Let $X_1 \sim Uniform(0,1)$, and $X_2 \sim Uniform(0, x_1)$, where $x_1$ is the realized value of $X_1$. Find $P(X_1 + X_2 \geq 1)$.
I know that I need the joint distribution of $X_1$ and $X_2$.
$f_1(x_1) = 1, \ 0 < x_1 < 1$
$f_{2|1}(x_2|x_1) = \frac{1}{x_1}, \ 0 < x_2 < x_1$
$f_{1,2}(x_1, x_2) = f_{2|1}(x_2|x_1)f_1(x_1) = \frac{1}{x_1}, \ 0 < x_2 < x_1 < 1$.
What are the limits of integration when integrating this joint PDF to get the desired probability?
Here is some hint:
You already get the joint pdf, and the range of $X_1$, and $X_2$ as showed in graph black and red area.
The probability of the event = integral of pdf on the area that event defined. In your case, $X_1+X_2>1$ is the red area in the graph above. So $$\Pr(X_1+X_2>1) = \int_?^?\int_?^? \frac 1{x_1}dx_1dx_2$$ So you need find the limits of the integrals, then you get the answer.

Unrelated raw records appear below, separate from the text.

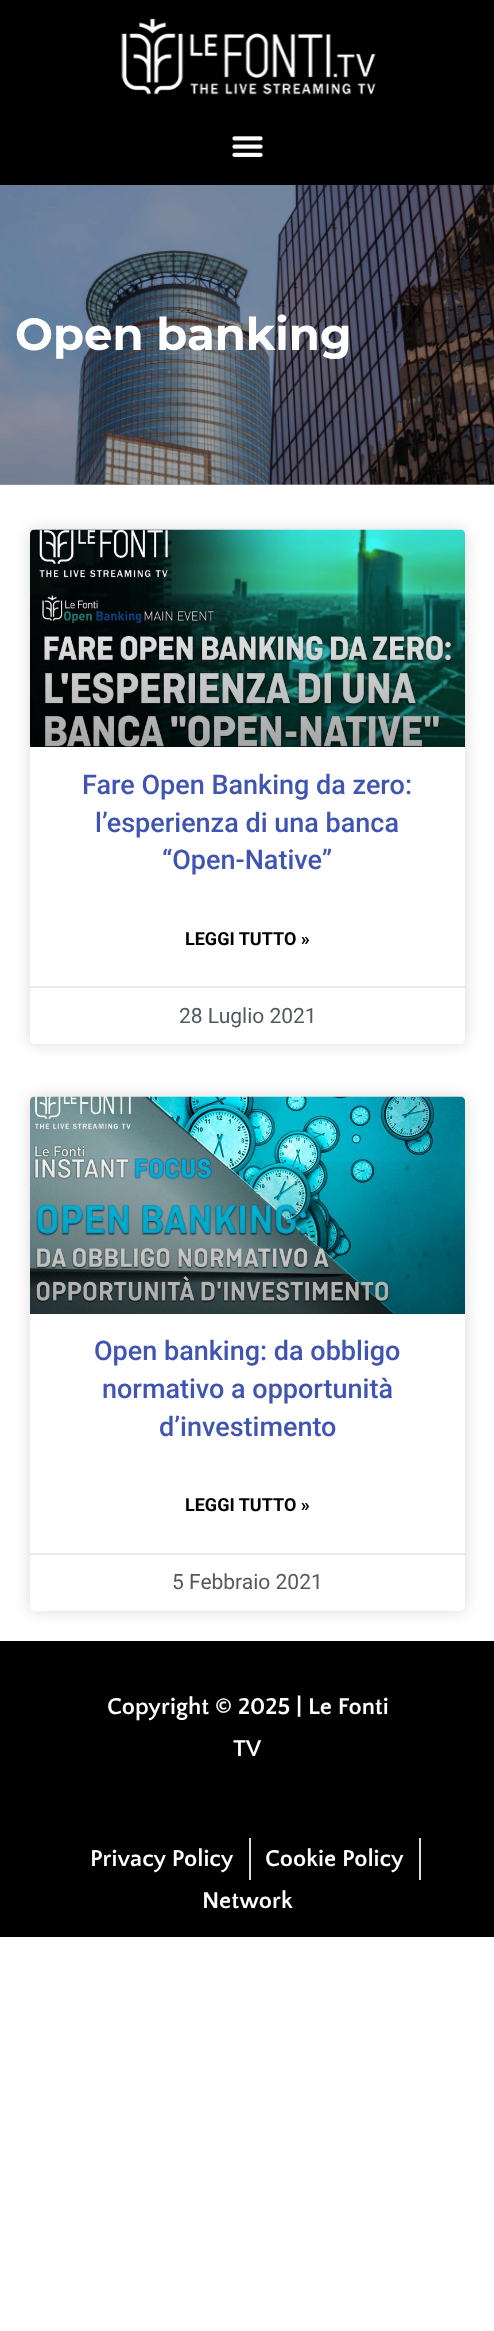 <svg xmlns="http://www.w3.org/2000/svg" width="494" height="2331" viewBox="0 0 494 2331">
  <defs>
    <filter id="blur1" x="-50%" y="-200%" width="200%" height="500%"><feGaussianBlur stdDeviation="7.5"/></filter>
    <linearGradient id="g1" gradientUnits="userSpaceOnUse" x1="248" y1="747" x2="248" y2="530"><stop offset="0" stop-color="#000000" stop-opacity="0.35"/><stop offset="0.75" stop-color="#000000" stop-opacity="0"/></linearGradient>
    <linearGradient id="g2" gradientUnits="userSpaceOnUse" x1="248" y1="1314" x2="248" y2="1097"><stop offset="0" stop-color="#000000" stop-opacity="0.35"/><stop offset="0.75" stop-color="#000000" stop-opacity="0"/></linearGradient>
  </defs>
  <rect width="100%" height="100%" fill="#ffffff"/>
  <rect x="0" y="484" width="494" height="1" fill="#a3a3a3"/>
  <rect x="0" y="0" width="494" height="185" fill="#000000"/>
  <image x="121" y="18" width="255" height="77" href="img1.png"/>
  <image x="232" y="136" width="31" height="21" href="img2.png"/>
  <image x="0" y="185" width="494" height="300" href="img3.png"/>
  <text x="15" y="350" font-family="Montserrat" font-size="45" font-weight="bold" fill="#ffffff">Open banking</text>
  <rect x="30" y="530" width="435" height="514" rx="5" fill="#000000" fill-opacity="0.15" filter="url(#blur1)"/>
  <rect x="30" y="530" width="435" height="514" rx="5" fill="#ffffff"/>
  <image x="30" y="529" width="435" height="218" href="img4.png"/>
  <rect x="34" y="594" width="431" height="153" fill="url(#g1)"/>
  <text x="82" y="794" font-family="Roboto" font-size="27" font-weight="500" fill="#4054b2">Fare Open Banking da zero:</text>
  <text x="95" y="832" font-family="Roboto" font-size="27" font-weight="500" fill="#4054b2">l’esperienza di una banca</text>
  <text x="162" y="869" font-family="Roboto" font-size="27" font-weight="500" fill="#4054b2">“Open-Native”</text>
  <text x="185" y="945" font-family="Roboto" font-size="18" font-weight="bold" fill="#000000">LEGGI TUTTO »</text>
  <rect x="30" y="986" width="435" height="2" fill="#eaeaea"/>
  <text x="179" y="1023" font-family="Roboto" font-size="21" fill="#54595f">28 Luglio 2021</text>
  <rect x="30" y="1097" width="435" height="514" rx="5" fill="#000000" fill-opacity="0.15" filter="url(#blur1)"/>
  <rect x="30" y="1097" width="435" height="514" rx="5" fill="#ffffff"/>
  <image x="30" y="1096" width="435" height="218" href="img5.png"/>
  <rect x="30" y="1161" width="435" height="153" fill="url(#g2)"/>
  <text x="94" y="1360" font-family="Roboto" font-size="27" font-weight="500" fill="#4054b2">Open banking: da obbligo</text>
  <text x="102" y="1398" font-family="Roboto" font-size="27" font-weight="500" fill="#4054b2">normativo a opportunità</text>
  <text x="159" y="1436" font-family="Roboto" font-size="27" font-weight="500" fill="#4054b2">d’investimento</text>
  <text x="185" y="1511" font-family="Roboto" font-size="18" font-weight="bold" fill="#000000">LEGGI TUTTO »</text>
  <rect x="30" y="1553" width="435" height="2" fill="#eaeaea"/>
  <text x="172" y="1589" font-family="Roboto" font-size="21" fill="#54595f">5 Febbraio 2021</text>
  <rect x="0" y="1641" width="494" height="296" fill="#000000"/>
  <text x="107" y="1714" font-family="Quattrocento Sans" font-size="24" font-weight="bold" fill="#ffffff">Copyright © 2025 | Le Fonti</text>
  <text x="233" y="1756" font-family="Quattrocento Sans" font-size="24" font-weight="bold" fill="#ffffff">TV</text>
  <text x="90" y="1866" font-family="Quattrocento Sans" font-size="24" font-weight="bold" fill="#ffffff">Privacy Policy</text>
  <rect x="249" y="1838" width="2" height="42" fill="#dddddd"/>
  <text x="265" y="1866" font-family="Quattrocento Sans" font-size="24" font-weight="bold" fill="#ffffff">Cookie Policy</text>
  <rect x="419" y="1838" width="2" height="42" fill="#dddddd"/>
  <text x="202" y="1908" font-family="Quattrocento Sans" font-size="24" font-weight="bold" fill="#ffffff">Network</text>
</svg>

My advice with figuring out limits is draw a picture (by hand will generally suffice, though):
You should be able to figure out the upper and lower limits from that. Consider which variable to integrate over first; one may be a tad easier than the other.
There's also a symmetry you can exploit which simplifies the slightly trickier of the two integrals, which may save a line.